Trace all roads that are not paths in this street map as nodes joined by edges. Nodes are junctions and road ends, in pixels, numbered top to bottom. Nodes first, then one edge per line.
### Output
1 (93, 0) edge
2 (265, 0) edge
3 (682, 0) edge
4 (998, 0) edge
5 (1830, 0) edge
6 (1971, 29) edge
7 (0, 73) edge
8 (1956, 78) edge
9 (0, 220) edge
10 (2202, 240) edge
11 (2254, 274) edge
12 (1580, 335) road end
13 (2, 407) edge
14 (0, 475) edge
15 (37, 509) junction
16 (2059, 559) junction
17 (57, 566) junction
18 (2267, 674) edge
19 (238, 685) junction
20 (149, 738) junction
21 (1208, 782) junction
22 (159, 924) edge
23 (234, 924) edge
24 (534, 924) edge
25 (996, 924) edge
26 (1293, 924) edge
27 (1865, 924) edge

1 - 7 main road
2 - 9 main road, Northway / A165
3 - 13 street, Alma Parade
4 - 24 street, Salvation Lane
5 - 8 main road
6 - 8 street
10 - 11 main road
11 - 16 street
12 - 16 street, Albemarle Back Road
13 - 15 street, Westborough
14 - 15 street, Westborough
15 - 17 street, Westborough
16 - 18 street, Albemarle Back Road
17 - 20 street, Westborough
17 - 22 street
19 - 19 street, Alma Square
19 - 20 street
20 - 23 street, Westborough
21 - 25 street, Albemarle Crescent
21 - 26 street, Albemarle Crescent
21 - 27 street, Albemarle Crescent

=== Directions ===
Set the listing above down again exactly.

=== Answer section ===
Trace all roads that are not paths in this street map as nodes joined by edges. Nodes are junctions and road ends, in pixels, numbered top to bottom. Nodes first, then one edge per line.
### Output
1 (93, 0) edge
2 (265, 0) edge
3 (682, 0) edge
4 (998, 0) edge
5 (1830, 0) edge
6 (1971, 29) edge
7 (0, 73) edge
8 (1956, 78) edge
9 (0, 220) edge
10 (2202, 240) edge
11 (2254, 274) edge
12 (1580, 335) road end
13 (2, 407) edge
14 (0, 475) edge
15 (37, 509) junction
16 (2059, 559) junction
17 (57, 566) junction
18 (2267, 674) edge
19 (238, 685) junction
20 (149, 738) junction
21 (1208, 782) junction
22 (159, 924) edge
23 (234, 924) edge
24 (534, 924) edge
25 (996, 924) edge
26 (1293, 924) edge
27 (1865, 924) edge

1 - 7 main road
2 - 9 main road, Northway / A165
3 - 13 street, Alma Parade
4 - 24 street, Salvation Lane
5 - 8 main road
6 - 8 street
10 - 11 main road
11 - 16 street
12 - 16 street, Albemarle Back Road
13 - 15 street, Westborough
14 - 15 street, Westborough
15 - 17 street, Westborough
16 - 18 street, Albemarle Back Road
17 - 20 street, Westborough
17 - 22 street
19 - 19 street, Alma Square
19 - 20 street
20 - 23 street, Westborough
21 - 25 street, Albemarle Crescent
21 - 26 street, Albemarle Crescent
21 - 27 street, Albemarle Crescent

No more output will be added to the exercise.